<<<<

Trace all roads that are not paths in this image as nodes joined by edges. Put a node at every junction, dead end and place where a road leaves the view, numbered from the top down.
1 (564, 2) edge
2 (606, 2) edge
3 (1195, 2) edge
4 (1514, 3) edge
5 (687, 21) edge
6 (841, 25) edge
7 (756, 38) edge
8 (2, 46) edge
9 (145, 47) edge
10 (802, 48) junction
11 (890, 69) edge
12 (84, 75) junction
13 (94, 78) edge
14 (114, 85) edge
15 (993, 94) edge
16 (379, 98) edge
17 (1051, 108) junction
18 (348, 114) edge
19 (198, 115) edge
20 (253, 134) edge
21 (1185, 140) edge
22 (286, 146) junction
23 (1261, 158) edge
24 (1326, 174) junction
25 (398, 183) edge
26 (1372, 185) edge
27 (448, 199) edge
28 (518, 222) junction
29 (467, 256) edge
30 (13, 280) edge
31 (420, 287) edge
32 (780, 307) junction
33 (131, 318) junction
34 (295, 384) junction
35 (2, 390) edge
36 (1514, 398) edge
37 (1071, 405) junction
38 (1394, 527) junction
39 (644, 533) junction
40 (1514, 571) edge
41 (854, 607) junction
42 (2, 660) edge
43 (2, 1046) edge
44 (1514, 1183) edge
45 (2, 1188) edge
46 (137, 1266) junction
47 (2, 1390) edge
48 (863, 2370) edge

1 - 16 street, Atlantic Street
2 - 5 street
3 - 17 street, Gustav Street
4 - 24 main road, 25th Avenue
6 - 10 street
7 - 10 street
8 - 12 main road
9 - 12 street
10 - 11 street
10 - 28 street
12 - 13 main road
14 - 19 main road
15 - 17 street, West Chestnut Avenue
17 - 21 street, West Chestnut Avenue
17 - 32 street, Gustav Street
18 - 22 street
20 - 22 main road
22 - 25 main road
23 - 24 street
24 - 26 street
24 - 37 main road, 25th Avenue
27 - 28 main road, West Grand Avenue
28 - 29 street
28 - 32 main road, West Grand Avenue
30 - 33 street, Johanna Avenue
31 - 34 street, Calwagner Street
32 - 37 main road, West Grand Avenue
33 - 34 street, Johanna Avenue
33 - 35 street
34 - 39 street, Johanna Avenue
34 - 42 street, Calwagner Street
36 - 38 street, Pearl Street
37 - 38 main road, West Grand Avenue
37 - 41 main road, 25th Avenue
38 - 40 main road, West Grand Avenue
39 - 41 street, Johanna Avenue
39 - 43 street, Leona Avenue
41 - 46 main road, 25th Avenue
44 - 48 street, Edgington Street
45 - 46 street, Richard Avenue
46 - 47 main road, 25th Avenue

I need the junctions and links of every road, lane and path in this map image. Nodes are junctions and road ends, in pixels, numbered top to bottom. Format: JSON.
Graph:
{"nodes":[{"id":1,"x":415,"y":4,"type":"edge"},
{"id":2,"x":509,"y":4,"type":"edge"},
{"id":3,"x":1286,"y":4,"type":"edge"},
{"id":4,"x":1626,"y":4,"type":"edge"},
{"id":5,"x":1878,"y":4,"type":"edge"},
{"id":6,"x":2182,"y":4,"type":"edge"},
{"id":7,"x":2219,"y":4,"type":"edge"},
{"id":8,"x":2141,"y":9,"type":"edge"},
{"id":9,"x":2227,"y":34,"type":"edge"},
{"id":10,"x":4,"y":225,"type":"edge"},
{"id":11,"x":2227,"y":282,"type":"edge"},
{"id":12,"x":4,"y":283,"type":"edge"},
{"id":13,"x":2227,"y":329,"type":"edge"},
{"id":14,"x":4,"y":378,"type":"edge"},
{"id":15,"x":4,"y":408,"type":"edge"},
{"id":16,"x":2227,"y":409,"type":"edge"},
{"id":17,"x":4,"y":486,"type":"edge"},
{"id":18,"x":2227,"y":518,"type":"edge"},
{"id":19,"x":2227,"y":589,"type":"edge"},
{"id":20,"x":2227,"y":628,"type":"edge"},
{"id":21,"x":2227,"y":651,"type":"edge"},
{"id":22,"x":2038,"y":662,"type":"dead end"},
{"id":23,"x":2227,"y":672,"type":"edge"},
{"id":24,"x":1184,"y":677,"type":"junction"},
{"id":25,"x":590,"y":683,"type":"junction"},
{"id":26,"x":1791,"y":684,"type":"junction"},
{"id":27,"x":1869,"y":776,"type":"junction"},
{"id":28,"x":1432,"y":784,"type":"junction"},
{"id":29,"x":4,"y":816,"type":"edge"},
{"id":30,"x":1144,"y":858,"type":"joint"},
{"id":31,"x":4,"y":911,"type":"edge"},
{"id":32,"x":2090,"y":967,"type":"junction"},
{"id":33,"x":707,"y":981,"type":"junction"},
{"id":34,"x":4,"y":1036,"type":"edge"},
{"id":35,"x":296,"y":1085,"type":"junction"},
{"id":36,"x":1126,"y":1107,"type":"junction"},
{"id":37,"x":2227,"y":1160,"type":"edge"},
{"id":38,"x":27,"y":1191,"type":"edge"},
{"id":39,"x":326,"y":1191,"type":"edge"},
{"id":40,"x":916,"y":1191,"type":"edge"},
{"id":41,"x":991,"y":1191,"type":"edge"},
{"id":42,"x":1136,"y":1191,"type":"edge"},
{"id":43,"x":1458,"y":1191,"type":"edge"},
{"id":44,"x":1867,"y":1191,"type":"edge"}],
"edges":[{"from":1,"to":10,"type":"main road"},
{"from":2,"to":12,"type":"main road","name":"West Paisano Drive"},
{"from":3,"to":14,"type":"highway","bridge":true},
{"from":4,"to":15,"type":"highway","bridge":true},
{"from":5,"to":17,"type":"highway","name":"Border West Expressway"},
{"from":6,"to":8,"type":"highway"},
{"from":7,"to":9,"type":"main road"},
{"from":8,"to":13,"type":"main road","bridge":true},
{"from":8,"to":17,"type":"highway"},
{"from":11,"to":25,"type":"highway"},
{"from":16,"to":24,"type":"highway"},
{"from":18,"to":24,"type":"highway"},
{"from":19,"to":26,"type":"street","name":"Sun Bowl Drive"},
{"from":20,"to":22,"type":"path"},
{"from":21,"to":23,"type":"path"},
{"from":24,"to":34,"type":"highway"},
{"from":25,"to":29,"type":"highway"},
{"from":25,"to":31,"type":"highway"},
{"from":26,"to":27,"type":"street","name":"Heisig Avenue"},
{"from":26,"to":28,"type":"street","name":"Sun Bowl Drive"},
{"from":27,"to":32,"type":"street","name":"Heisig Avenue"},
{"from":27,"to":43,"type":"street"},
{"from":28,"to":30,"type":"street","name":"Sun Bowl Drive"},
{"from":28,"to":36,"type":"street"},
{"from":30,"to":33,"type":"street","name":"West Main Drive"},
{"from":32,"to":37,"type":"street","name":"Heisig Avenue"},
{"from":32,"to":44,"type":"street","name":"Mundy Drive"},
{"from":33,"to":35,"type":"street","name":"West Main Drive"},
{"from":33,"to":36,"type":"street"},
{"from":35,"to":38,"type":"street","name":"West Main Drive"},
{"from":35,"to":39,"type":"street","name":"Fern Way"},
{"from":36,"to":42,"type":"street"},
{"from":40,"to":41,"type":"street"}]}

>>>>

Each entry needs to be copied out exactly.

Trace all roads that are not paths in this image as nodes joined by edges. Put a node at every junction, dead end and place where a road leaves the view, numbered from the top down.
1 (564, 2) edge
2 (606, 2) edge
3 (1195, 2) edge
4 (1514, 3) edge
5 (687, 21) edge
6 (841, 25) edge
7 (756, 38) edge
8 (2, 46) edge
9 (145, 47) edge
10 (802, 48) junction
11 (890, 69) edge
12 (84, 75) junction
13 (94, 78) edge
14 (114, 85) edge
15 (993, 94) edge
16 (379, 98) edge
17 (1051, 108) junction
18 (348, 114) edge
19 (198, 115) edge
20 (253, 134) edge
21 (1185, 140) edge
22 (286, 146) junction
23 (1261, 158) edge
24 (1326, 174) junction
25 (398, 183) edge
26 (1372, 185) edge
27 (448, 199) edge
28 (518, 222) junction
29 (467, 256) edge
30 (13, 280) edge
31 (420, 287) edge
32 (780, 307) junction
33 (131, 318) junction
34 (295, 384) junction
35 (2, 390) edge
36 (1514, 398) edge
37 (1071, 405) junction
38 (1394, 527) junction
39 (644, 533) junction
40 (1514, 571) edge
41 (854, 607) junction
42 (2, 660) edge
43 (2, 1046) edge
44 (1514, 1183) edge
45 (2, 1188) edge
46 (137, 1266) junction
47 (2, 1390) edge
48 (863, 2370) edge

1 - 16 street, Atlantic Street
2 - 5 street
3 - 17 street, Gustav Street
4 - 24 main road, 25th Avenue
6 - 10 street
7 - 10 street
8 - 12 main road
9 - 12 street
10 - 11 street
10 - 28 street
12 - 13 main road
14 - 19 main road
15 - 17 street, West Chestnut Avenue
17 - 21 street, West Chestnut Avenue
17 - 32 street, Gustav Street
18 - 22 street
20 - 22 main road
22 - 25 main road
23 - 24 street
24 - 26 street
24 - 37 main road, 25th Avenue
27 - 28 main road, West Grand Avenue
28 - 29 street
28 - 32 main road, West Grand Avenue
30 - 33 street, Johanna Avenue
31 - 34 street, Calwagner Street
32 - 37 main road, West Grand Avenue
33 - 34 street, Johanna Avenue
33 - 35 street
34 - 39 street, Johanna Avenue
34 - 42 street, Calwagner Street
36 - 38 street, Pearl Street
37 - 38 main road, West Grand Avenue
37 - 41 main road, 25th Avenue
38 - 40 main road, West Grand Avenue
39 - 41 street, Johanna Avenue
39 - 43 street, Leona Avenue
41 - 46 main road, 25th Avenue
44 - 48 street, Edgington Street
45 - 46 street, Richard Avenue
46 - 47 main road, 25th Avenue

I need the junctions and links of every road, lane and path in this map image. Nodes are junctions and road ends, in pixels, numbered top to bottom. Format: JSON.
Graph:
{"nodes":[{"id":1,"x":415,"y":4,"type":"edge"},
{"id":2,"x":509,"y":4,"type":"edge"},
{"id":3,"x":1286,"y":4,"type":"edge"},
{"id":4,"x":1626,"y":4,"type":"edge"},
{"id":5,"x":1878,"y":4,"type":"edge"},
{"id":6,"x":2182,"y":4,"type":"edge"},
{"id":7,"x":2219,"y":4,"type":"edge"},
{"id":8,"x":2141,"y":9,"type":"edge"},
{"id":9,"x":2227,"y":34,"type":"edge"},
{"id":10,"x":4,"y":225,"type":"edge"},
{"id":11,"x":2227,"y":282,"type":"edge"},
{"id":12,"x":4,"y":283,"type":"edge"},
{"id":13,"x":2227,"y":329,"type":"edge"},
{"id":14,"x":4,"y":378,"type":"edge"},
{"id":15,"x":4,"y":408,"type":"edge"},
{"id":16,"x":2227,"y":409,"type":"edge"},
{"id":17,"x":4,"y":486,"type":"edge"},
{"id":18,"x":2227,"y":518,"type":"edge"},
{"id":19,"x":2227,"y":589,"type":"edge"},
{"id":20,"x":2227,"y":628,"type":"edge"},
{"id":21,"x":2227,"y":651,"type":"edge"},
{"id":22,"x":2038,"y":662,"type":"dead end"},
{"id":23,"x":2227,"y":672,"type":"edge"},
{"id":24,"x":1184,"y":677,"type":"junction"},
{"id":25,"x":590,"y":683,"type":"junction"},
{"id":26,"x":1791,"y":684,"type":"junction"},
{"id":27,"x":1869,"y":776,"type":"junction"},
{"id":28,"x":1432,"y":784,"type":"junction"},
{"id":29,"x":4,"y":816,"type":"edge"},
{"id":30,"x":1144,"y":858,"type":"joint"},
{"id":31,"x":4,"y":911,"type":"edge"},
{"id":32,"x":2090,"y":967,"type":"junction"},
{"id":33,"x":707,"y":981,"type":"junction"},
{"id":34,"x":4,"y":1036,"type":"edge"},
{"id":35,"x":296,"y":1085,"type":"junction"},
{"id":36,"x":1126,"y":1107,"type":"junction"},
{"id":37,"x":2227,"y":1160,"type":"edge"},
{"id":38,"x":27,"y":1191,"type":"edge"},
{"id":39,"x":326,"y":1191,"type":"edge"},
{"id":40,"x":916,"y":1191,"type":"edge"},
{"id":41,"x":991,"y":1191,"type":"edge"},
{"id":42,"x":1136,"y":1191,"type":"edge"},
{"id":43,"x":1458,"y":1191,"type":"edge"},
{"id":44,"x":1867,"y":1191,"type":"edge"}],
"edges":[{"from":1,"to":10,"type":"main road"},
{"from":2,"to":12,"type":"main road","name":"West Paisano Drive"},
{"from":3,"to":14,"type":"highway","bridge":true},
{"from":4,"to":15,"type":"highway","bridge":true},
{"from":5,"to":17,"type":"highway","name":"Border West Expressway"},
{"from":6,"to":8,"type":"highway"},
{"from":7,"to":9,"type":"main road"},
{"from":8,"to":13,"type":"main road","bridge":true},
{"from":8,"to":17,"type":"highway"},
{"from":11,"to":25,"type":"highway"},
{"from":16,"to":24,"type":"highway"},
{"from":18,"to":24,"type":"highway"},
{"from":19,"to":26,"type":"street","name":"Sun Bowl Drive"},
{"from":20,"to":22,"type":"path"},
{"from":21,"to":23,"type":"path"},
{"from":24,"to":34,"type":"highway"},
{"from":25,"to":29,"type":"highway"},
{"from":25,"to":31,"type":"highway"},
{"from":26,"to":27,"type":"street","name":"Heisig Avenue"},
{"from":26,"to":28,"type":"street","name":"Sun Bowl Drive"},
{"from":27,"to":32,"type":"street","name":"Heisig Avenue"},
{"from":27,"to":43,"type":"street"},
{"from":28,"to":30,"type":"street","name":"Sun Bowl Drive"},
{"from":28,"to":36,"type":"street"},
{"from":30,"to":33,"type":"street","name":"West Main Drive"},
{"from":32,"to":37,"type":"street","name":"Heisig Avenue"},
{"from":32,"to":44,"type":"street","name":"Mundy Drive"},
{"from":33,"to":35,"type":"street","name":"West Main Drive"},
{"from":33,"to":36,"type":"street"},
{"from":35,"to":38,"type":"street","name":"West Main Drive"},
{"from":35,"to":39,"type":"street","name":"Fern Way"},
{"from":36,"to":42,"type":"street"},
{"from":40,"to":41,"type":"street"}]}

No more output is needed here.